## Goal of the exercise:
Please report every line from the material that contains the word "Powers".
(Beginning of Given records)
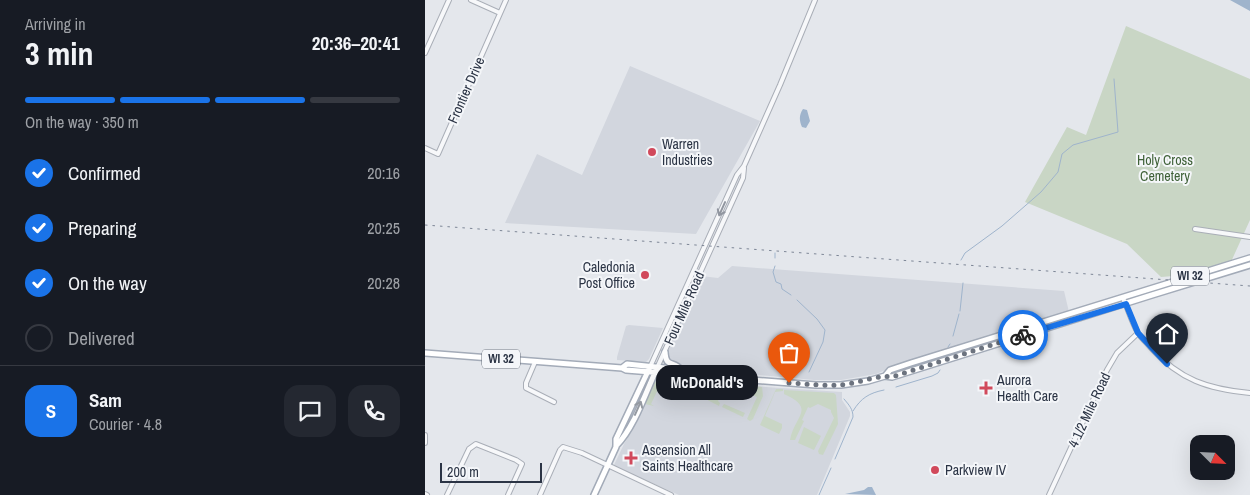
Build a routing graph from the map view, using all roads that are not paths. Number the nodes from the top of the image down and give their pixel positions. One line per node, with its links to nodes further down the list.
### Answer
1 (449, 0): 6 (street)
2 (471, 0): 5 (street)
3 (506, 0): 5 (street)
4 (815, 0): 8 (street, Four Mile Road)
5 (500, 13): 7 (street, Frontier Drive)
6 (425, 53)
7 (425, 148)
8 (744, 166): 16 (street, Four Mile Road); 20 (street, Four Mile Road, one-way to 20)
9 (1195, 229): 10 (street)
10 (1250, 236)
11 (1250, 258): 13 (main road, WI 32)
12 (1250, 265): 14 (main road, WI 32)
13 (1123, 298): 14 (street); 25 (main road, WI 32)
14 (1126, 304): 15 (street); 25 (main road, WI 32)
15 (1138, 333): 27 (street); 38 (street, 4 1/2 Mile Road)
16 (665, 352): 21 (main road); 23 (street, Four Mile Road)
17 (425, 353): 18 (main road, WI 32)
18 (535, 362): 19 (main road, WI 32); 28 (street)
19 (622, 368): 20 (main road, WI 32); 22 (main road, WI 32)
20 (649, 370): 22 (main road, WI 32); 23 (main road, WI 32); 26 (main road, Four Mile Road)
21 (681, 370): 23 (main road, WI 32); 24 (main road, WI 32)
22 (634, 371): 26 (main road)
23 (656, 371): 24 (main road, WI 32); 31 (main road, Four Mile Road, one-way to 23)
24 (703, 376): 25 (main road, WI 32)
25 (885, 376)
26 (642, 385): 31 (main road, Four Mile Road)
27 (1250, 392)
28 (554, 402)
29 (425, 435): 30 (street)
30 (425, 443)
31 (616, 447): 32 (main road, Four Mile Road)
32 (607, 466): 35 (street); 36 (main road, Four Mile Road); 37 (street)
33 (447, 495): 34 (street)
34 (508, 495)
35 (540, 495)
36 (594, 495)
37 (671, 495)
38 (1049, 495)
(End of Given records)
(Beginning of Given records)
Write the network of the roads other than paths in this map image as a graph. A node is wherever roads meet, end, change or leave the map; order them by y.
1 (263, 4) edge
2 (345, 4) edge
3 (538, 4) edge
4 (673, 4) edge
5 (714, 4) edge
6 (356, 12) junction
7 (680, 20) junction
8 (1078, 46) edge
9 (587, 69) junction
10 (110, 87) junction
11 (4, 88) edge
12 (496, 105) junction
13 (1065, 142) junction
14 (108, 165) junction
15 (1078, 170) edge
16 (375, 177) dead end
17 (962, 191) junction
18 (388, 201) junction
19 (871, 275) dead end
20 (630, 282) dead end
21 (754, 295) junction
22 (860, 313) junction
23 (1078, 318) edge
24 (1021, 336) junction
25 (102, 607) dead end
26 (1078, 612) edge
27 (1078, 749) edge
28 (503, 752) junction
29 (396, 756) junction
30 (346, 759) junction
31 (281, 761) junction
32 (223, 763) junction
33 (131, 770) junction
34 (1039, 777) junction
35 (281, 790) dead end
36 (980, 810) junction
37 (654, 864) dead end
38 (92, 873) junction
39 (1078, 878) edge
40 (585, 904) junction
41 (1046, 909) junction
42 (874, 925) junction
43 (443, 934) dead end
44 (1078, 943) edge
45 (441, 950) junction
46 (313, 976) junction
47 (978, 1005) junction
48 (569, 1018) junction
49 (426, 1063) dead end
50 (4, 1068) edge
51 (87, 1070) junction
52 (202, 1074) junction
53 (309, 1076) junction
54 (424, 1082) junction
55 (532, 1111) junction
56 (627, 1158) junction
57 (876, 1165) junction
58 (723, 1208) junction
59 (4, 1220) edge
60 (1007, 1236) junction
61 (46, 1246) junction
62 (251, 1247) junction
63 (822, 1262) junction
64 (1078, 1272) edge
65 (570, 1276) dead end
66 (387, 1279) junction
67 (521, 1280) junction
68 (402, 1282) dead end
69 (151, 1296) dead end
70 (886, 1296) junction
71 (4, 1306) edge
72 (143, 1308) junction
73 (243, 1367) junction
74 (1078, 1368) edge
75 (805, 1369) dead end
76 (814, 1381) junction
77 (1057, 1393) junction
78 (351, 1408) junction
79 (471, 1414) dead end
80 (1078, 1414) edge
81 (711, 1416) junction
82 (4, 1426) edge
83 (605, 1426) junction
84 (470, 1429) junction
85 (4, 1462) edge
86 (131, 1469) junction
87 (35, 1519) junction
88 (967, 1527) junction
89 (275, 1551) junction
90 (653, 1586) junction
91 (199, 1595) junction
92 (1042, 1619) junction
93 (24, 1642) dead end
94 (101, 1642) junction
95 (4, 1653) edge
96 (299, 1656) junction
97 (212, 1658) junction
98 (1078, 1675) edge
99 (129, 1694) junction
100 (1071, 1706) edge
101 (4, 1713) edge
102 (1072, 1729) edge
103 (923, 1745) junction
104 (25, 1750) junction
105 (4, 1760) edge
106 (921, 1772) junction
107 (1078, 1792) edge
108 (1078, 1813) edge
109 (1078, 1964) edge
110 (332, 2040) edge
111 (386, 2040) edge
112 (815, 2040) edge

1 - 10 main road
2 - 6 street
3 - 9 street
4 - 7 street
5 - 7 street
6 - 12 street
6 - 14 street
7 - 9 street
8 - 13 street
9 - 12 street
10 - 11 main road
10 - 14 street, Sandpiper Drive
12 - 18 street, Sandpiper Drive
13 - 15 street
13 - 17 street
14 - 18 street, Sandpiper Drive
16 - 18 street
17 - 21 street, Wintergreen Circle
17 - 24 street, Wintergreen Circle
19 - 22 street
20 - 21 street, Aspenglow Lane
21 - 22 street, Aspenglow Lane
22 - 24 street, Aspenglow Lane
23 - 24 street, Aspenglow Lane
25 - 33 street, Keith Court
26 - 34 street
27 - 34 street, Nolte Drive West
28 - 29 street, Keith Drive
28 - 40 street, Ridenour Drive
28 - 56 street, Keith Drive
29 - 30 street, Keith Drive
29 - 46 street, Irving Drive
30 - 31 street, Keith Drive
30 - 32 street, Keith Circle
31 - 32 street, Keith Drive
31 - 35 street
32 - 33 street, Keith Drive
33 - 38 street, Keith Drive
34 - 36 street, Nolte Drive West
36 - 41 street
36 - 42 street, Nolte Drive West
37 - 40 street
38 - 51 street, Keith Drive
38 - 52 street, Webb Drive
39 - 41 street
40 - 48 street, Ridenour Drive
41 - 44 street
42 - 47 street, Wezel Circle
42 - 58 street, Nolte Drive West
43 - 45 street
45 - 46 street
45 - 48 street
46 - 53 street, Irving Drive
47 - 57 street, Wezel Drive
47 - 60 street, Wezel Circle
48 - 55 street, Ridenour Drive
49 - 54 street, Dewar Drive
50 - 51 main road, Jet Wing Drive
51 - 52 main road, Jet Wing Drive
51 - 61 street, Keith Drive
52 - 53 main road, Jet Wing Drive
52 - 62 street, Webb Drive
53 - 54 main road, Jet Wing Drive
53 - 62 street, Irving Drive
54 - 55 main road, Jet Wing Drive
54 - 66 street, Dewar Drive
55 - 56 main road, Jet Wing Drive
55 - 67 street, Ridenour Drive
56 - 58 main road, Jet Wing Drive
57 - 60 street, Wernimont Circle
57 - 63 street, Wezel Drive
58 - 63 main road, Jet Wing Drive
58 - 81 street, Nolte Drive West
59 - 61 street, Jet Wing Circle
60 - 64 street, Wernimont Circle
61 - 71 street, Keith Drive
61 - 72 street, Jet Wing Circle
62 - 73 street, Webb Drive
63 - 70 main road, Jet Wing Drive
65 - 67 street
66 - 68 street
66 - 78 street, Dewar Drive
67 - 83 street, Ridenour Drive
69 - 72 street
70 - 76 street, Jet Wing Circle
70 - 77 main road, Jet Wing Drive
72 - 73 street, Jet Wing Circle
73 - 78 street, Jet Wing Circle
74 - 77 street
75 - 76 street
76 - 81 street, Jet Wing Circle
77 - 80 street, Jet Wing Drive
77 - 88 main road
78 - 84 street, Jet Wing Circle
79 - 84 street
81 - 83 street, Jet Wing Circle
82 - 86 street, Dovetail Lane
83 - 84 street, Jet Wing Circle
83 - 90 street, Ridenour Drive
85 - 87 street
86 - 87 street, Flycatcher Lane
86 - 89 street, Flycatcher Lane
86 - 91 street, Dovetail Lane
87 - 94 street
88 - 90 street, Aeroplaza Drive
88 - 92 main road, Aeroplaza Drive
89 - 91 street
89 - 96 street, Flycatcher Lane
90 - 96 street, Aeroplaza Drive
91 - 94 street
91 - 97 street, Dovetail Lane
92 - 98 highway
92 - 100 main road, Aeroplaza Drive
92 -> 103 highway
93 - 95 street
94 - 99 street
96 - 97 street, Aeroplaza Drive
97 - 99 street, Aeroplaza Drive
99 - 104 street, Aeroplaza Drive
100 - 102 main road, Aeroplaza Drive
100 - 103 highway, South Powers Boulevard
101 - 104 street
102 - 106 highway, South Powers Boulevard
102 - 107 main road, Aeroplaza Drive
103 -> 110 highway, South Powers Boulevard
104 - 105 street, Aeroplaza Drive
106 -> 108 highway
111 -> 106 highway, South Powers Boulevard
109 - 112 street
(End of Given records)
## Reply:
100 - 103 highway, South Powers Boulevard
102 - 106 highway, South Powers Boulevard
103 -> 110 highway, South Powers Boulevard
111 -> 106 highway, South Powers Boulevard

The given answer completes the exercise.